What you should do: Each entry below is to be returned exactly, with any pictures left out.

(Saved data entries)
-*-
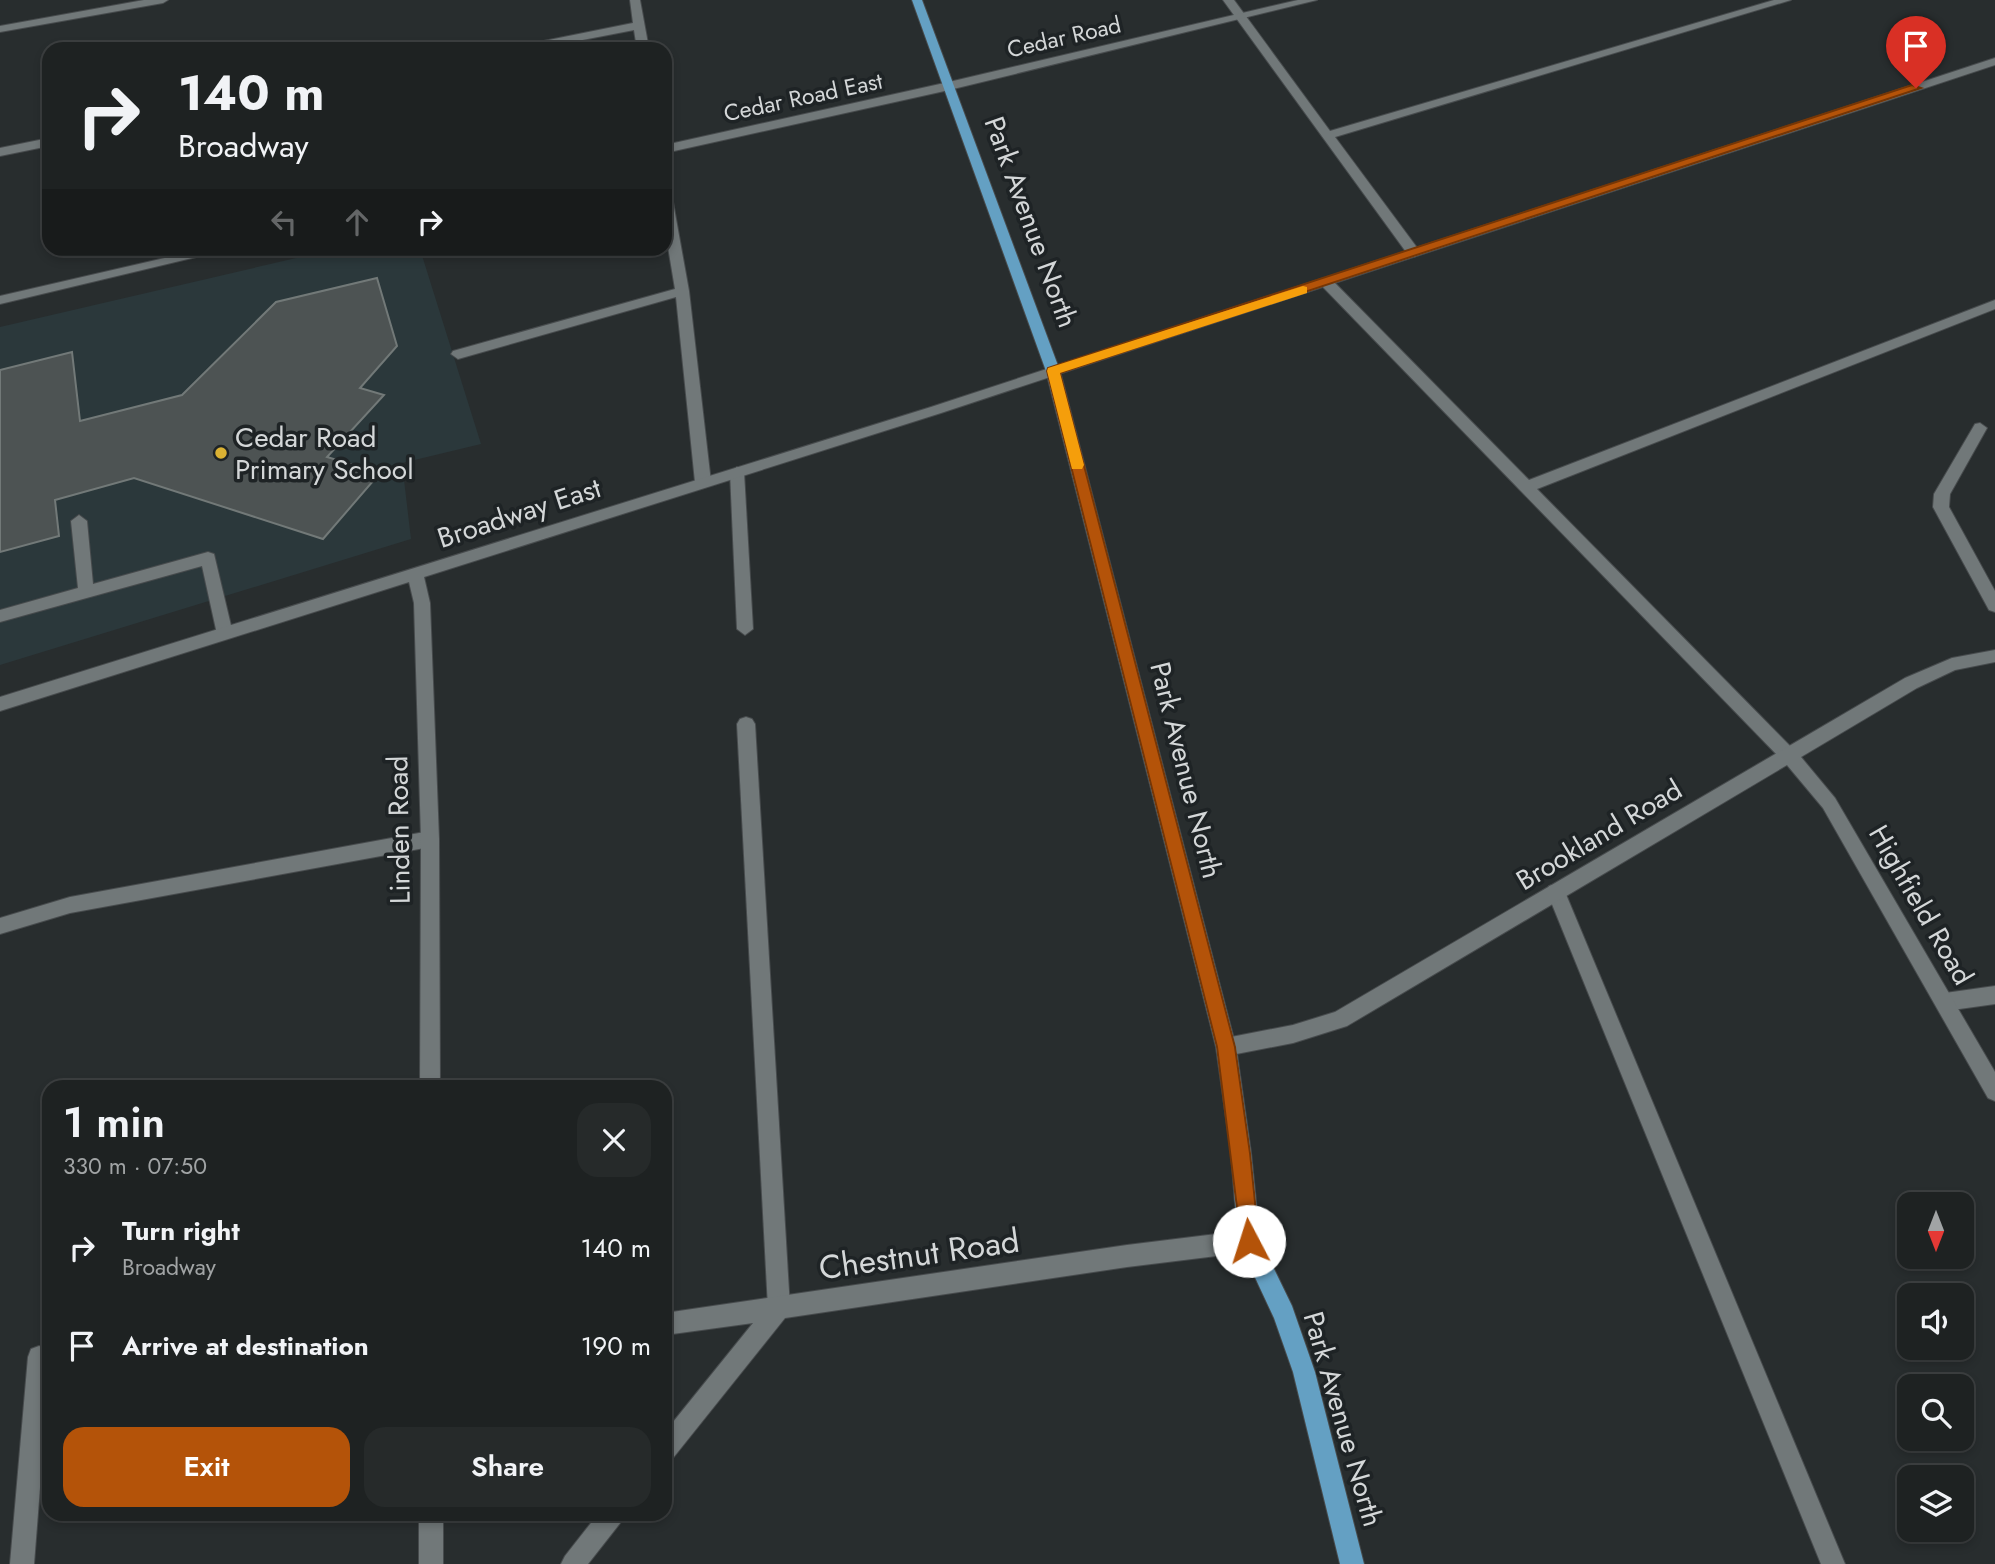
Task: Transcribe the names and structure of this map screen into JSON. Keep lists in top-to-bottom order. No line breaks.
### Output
{"streets":{"main road":["Park Avenue North"],"street":["Cedar Road","Cedar Road East","Broadway East","Linden Road","Brookland Road","Highfield Road","Chestnut Road"]},"crossings":[["Cedar Road","Cedar Road East"],["Cedar Road","Park Avenue North"],["Cedar Road East","Park Avenue North"],["Park Avenue North","Broadway East"],["Park Avenue North","Brookland Road"],["Park Avenue North","Chestnut Road"],["Broadway East","Linden Road"],["Broadway East","Highfield Road"],["Brookland Road","Highfield Road"]],"places":["Cedar Road Primary School"],"north":"bottom","page":{"turn":["140 m","Broadway"],"heading":["1 min","330 m · 07:50"],"list":[{"name":"Turn right","note":"Broadway","value":"140 m"},{"name":"Arrive at destination","value":"190 m"}],"buttons":["Exit","Share"]}}
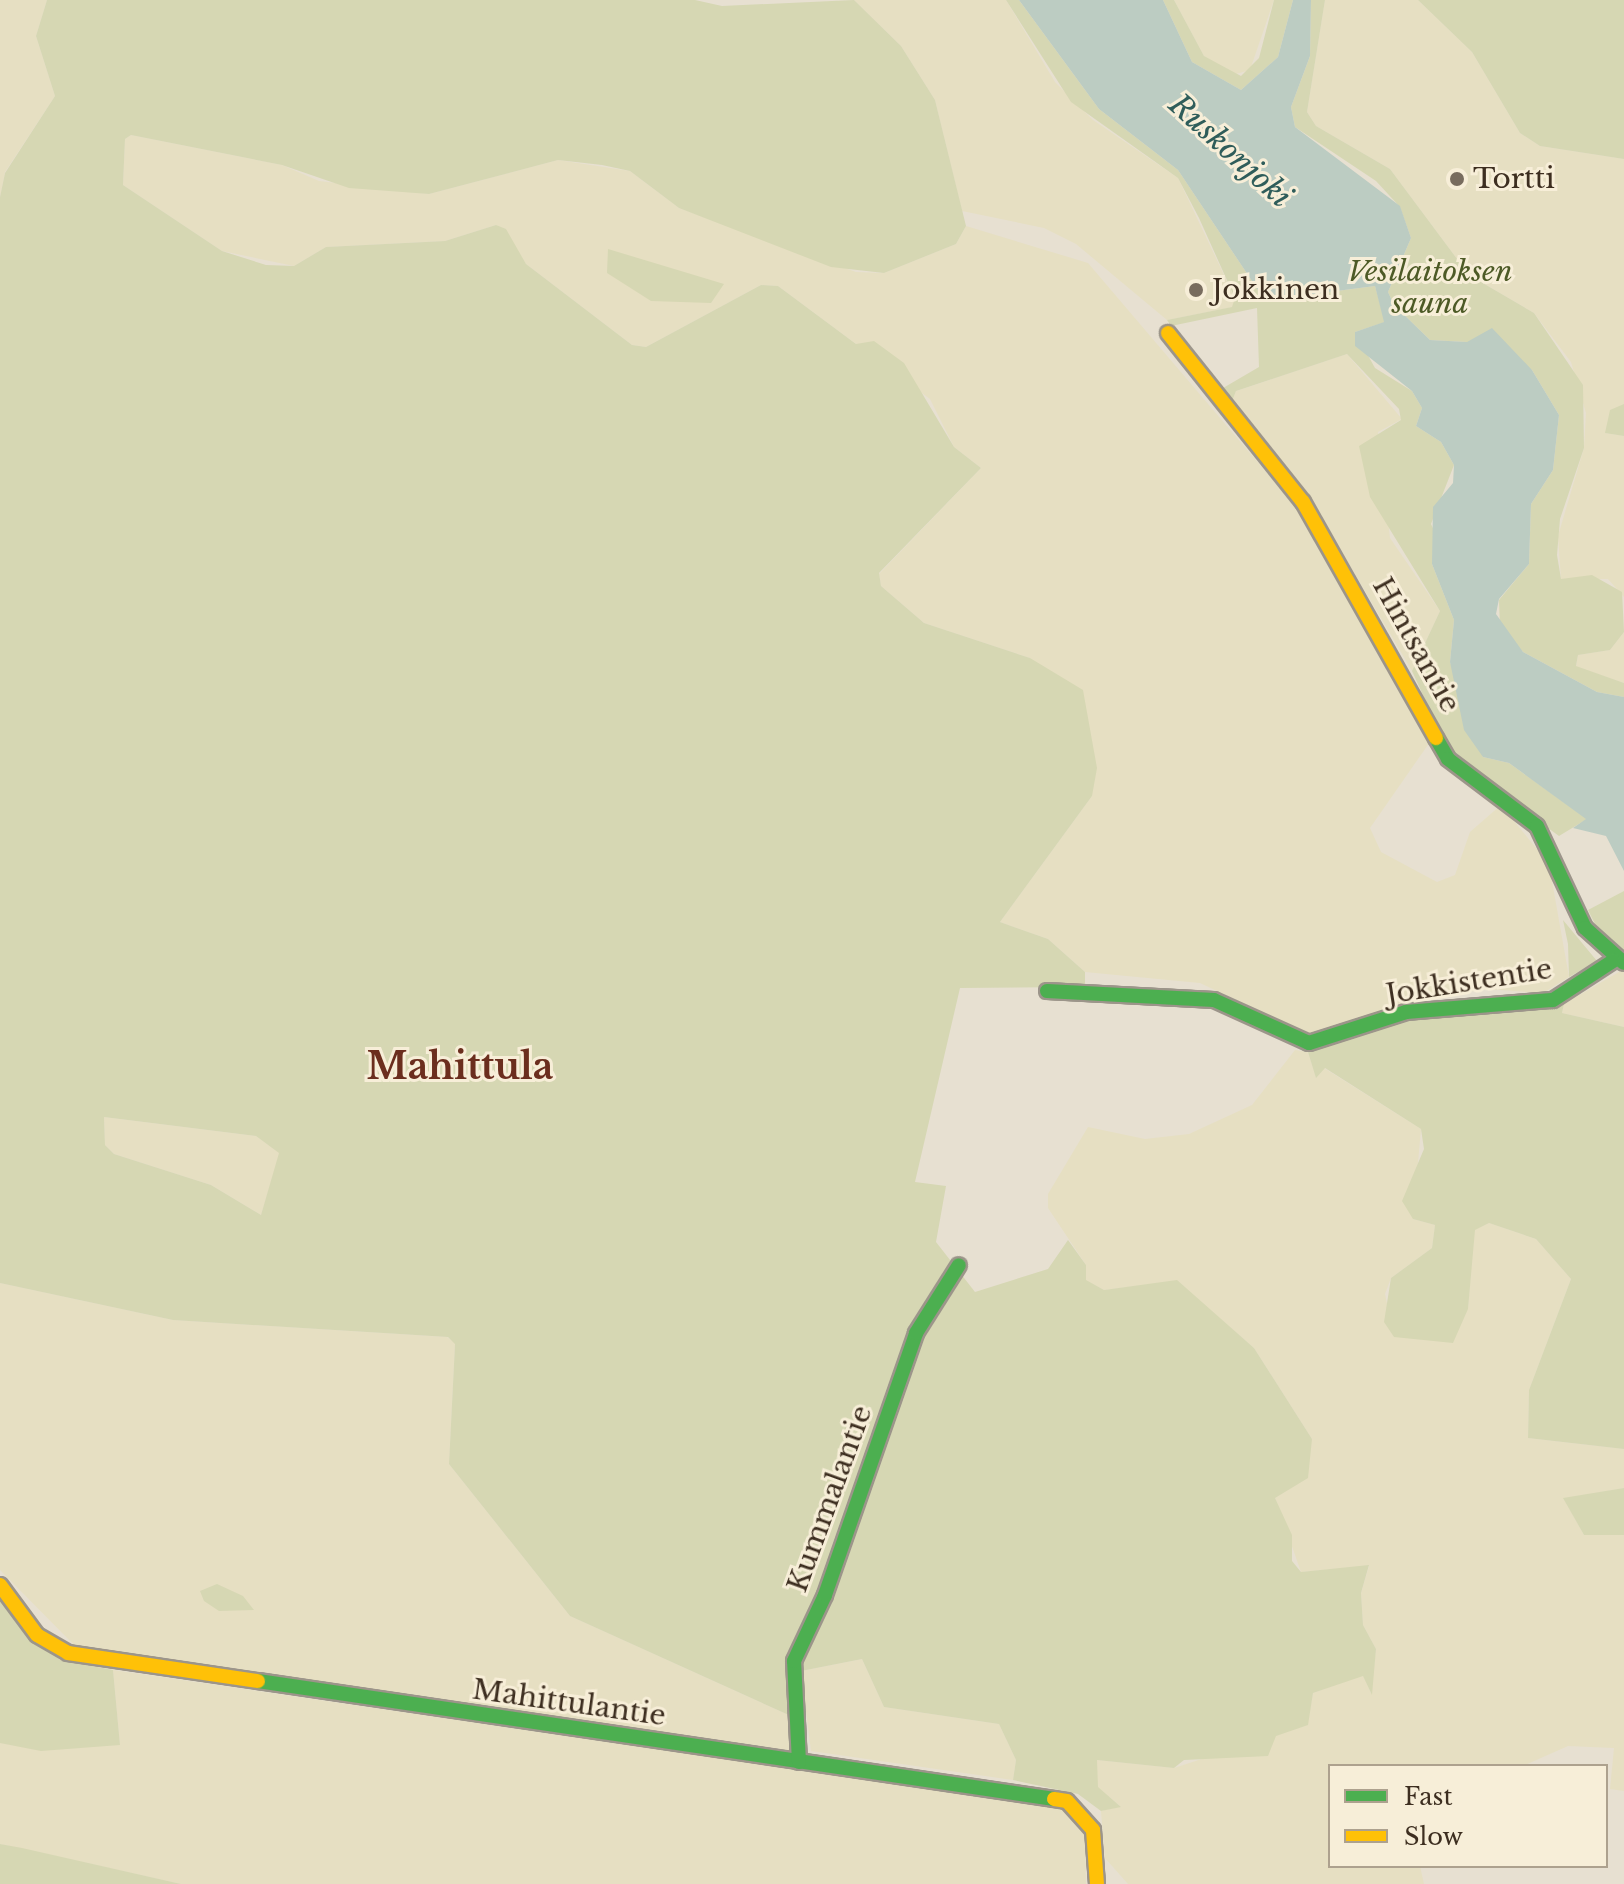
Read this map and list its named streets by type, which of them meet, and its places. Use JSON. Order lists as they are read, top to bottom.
{
  "streets": {
    "street": [
      "Hintsantie",
      "Jokkistentie",
      "Kummalantie",
      "Mahittulantie"
    ]
  },
  "crossings": [
    ["Hintsantie", "Jokkistentie"],
    ["Kummalantie", "Mahittulantie"]
  ],
  "districts": ["Mahittula"],
  "water": ["Ruskonjoki"],
  "parks": ["Vesilaitoksen sauna"],
  "places": ["Tortti", "Jokkinen"],
  "legend": ["Fast", "Slow"]
}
-*-
Answer to this exercise:
Task: Transcribe the names and structure of this map screen into JSON. Keep lists in top-to-bottom order. No line breaks.
### Output
{"streets":{"main road":["Park Avenue North"],"street":["Cedar Road","Cedar Road East","Broadway East","Linden Road","Brookland Road","Highfield Road","Chestnut Road"]},"crossings":[["Cedar Road","Cedar Road East"],["Cedar Road","Park Avenue North"],["Cedar Road East","Park Avenue North"],["Park Avenue North","Broadway East"],["Park Avenue North","Brookland Road"],["Park Avenue North","Chestnut Road"],["Broadway East","Linden Road"],["Broadway East","Highfield Road"],["Brookland Road","Highfield Road"]],"places":["Cedar Road Primary School"],"north":"bottom","page":{"turn":["140 m","Broadway"],"heading":["1 min","330 m · 07:50"],"list":[{"name":"Turn right","note":"Broadway","value":"140 m"},{"name":"Arrive at destination","value":"190 m"}],"buttons":["Exit","Share"]}}
Read this map and list its named streets by type, which of them meet, and its places. Use JSON. Order lists as they are read, top to bottom.
{
  "streets": {
    "street": [
      "Hintsantie",
      "Jokkistentie",
      "Kummalantie",
      "Mahittulantie"
    ]
  },
  "crossings": [
    ["Hintsantie", "Jokkistentie"],
    ["Kummalantie", "Mahittulantie"]
  ],
  "districts": ["Mahittula"],
  "water": ["Ruskonjoki"],
  "parks": ["Vesilaitoksen sauna"],
  "places": ["Tortti", "Jokkinen"],
  "legend": ["Fast", "Slow"]
}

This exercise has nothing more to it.